[Collected data]
════════════════════

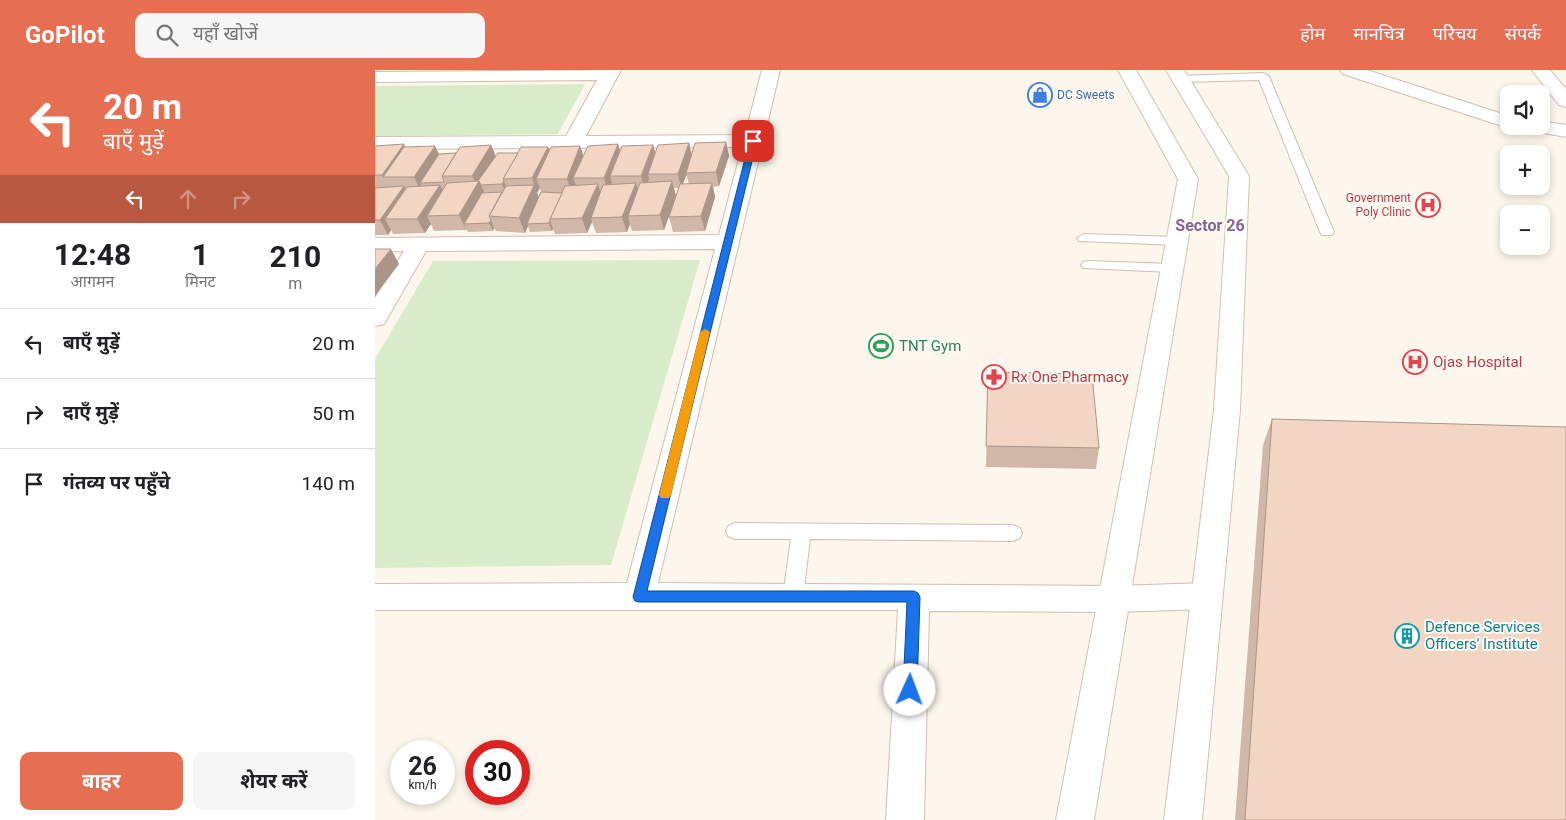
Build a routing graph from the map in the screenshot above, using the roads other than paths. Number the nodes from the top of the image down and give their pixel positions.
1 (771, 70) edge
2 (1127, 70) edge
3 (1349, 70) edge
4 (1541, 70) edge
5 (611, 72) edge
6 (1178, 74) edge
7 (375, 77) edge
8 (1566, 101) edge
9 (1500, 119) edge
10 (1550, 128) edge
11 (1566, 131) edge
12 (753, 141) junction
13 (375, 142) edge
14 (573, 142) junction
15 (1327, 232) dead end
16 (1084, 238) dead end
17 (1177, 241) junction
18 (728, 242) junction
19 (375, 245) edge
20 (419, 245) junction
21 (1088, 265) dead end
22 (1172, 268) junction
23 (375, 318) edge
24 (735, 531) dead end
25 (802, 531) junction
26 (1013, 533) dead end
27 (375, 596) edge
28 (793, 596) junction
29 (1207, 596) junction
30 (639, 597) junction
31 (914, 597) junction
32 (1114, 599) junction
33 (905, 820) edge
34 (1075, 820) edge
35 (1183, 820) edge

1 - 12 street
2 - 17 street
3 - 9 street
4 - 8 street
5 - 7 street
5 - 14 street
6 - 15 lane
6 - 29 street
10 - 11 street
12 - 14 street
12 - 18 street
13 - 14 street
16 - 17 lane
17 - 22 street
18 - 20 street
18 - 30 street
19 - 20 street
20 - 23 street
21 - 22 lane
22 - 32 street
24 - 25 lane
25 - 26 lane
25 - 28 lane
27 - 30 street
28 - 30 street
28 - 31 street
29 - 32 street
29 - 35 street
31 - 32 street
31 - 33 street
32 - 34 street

════════════════════

* _EXERCISE DESCRIPTION_
If a record contains a picture, drop the picture and repeat the rest exactly.

* _YOUR SOLUTION_
Build a routing graph from the map in the screenshot above, using the roads other than paths. Number the nodes from the top of the image down and give their pixel positions.
1 (771, 70) edge
2 (1127, 70) edge
3 (1349, 70) edge
4 (1541, 70) edge
5 (611, 72) edge
6 (1178, 74) edge
7 (375, 77) edge
8 (1566, 101) edge
9 (1500, 119) edge
10 (1550, 128) edge
11 (1566, 131) edge
12 (753, 141) junction
13 (375, 142) edge
14 (573, 142) junction
15 (1327, 232) dead end
16 (1084, 238) dead end
17 (1177, 241) junction
18 (728, 242) junction
19 (375, 245) edge
20 (419, 245) junction
21 (1088, 265) dead end
22 (1172, 268) junction
23 (375, 318) edge
24 (735, 531) dead end
25 (802, 531) junction
26 (1013, 533) dead end
27 (375, 596) edge
28 (793, 596) junction
29 (1207, 596) junction
30 (639, 597) junction
31 (914, 597) junction
32 (1114, 599) junction
33 (905, 820) edge
34 (1075, 820) edge
35 (1183, 820) edge

1 - 12 street
2 - 17 street
3 - 9 street
4 - 8 street
5 - 7 street
5 - 14 street
6 - 15 lane
6 - 29 street
10 - 11 street
12 - 14 street
12 - 18 street
13 - 14 street
16 - 17 lane
17 - 22 street
18 - 20 street
18 - 30 street
19 - 20 street
20 - 23 street
21 - 22 lane
22 - 32 street
24 - 25 lane
25 - 26 lane
25 - 28 lane
27 - 30 street
28 - 30 street
28 - 31 street
29 - 32 street
29 - 35 street
31 - 32 street
31 - 33 street
32 - 34 street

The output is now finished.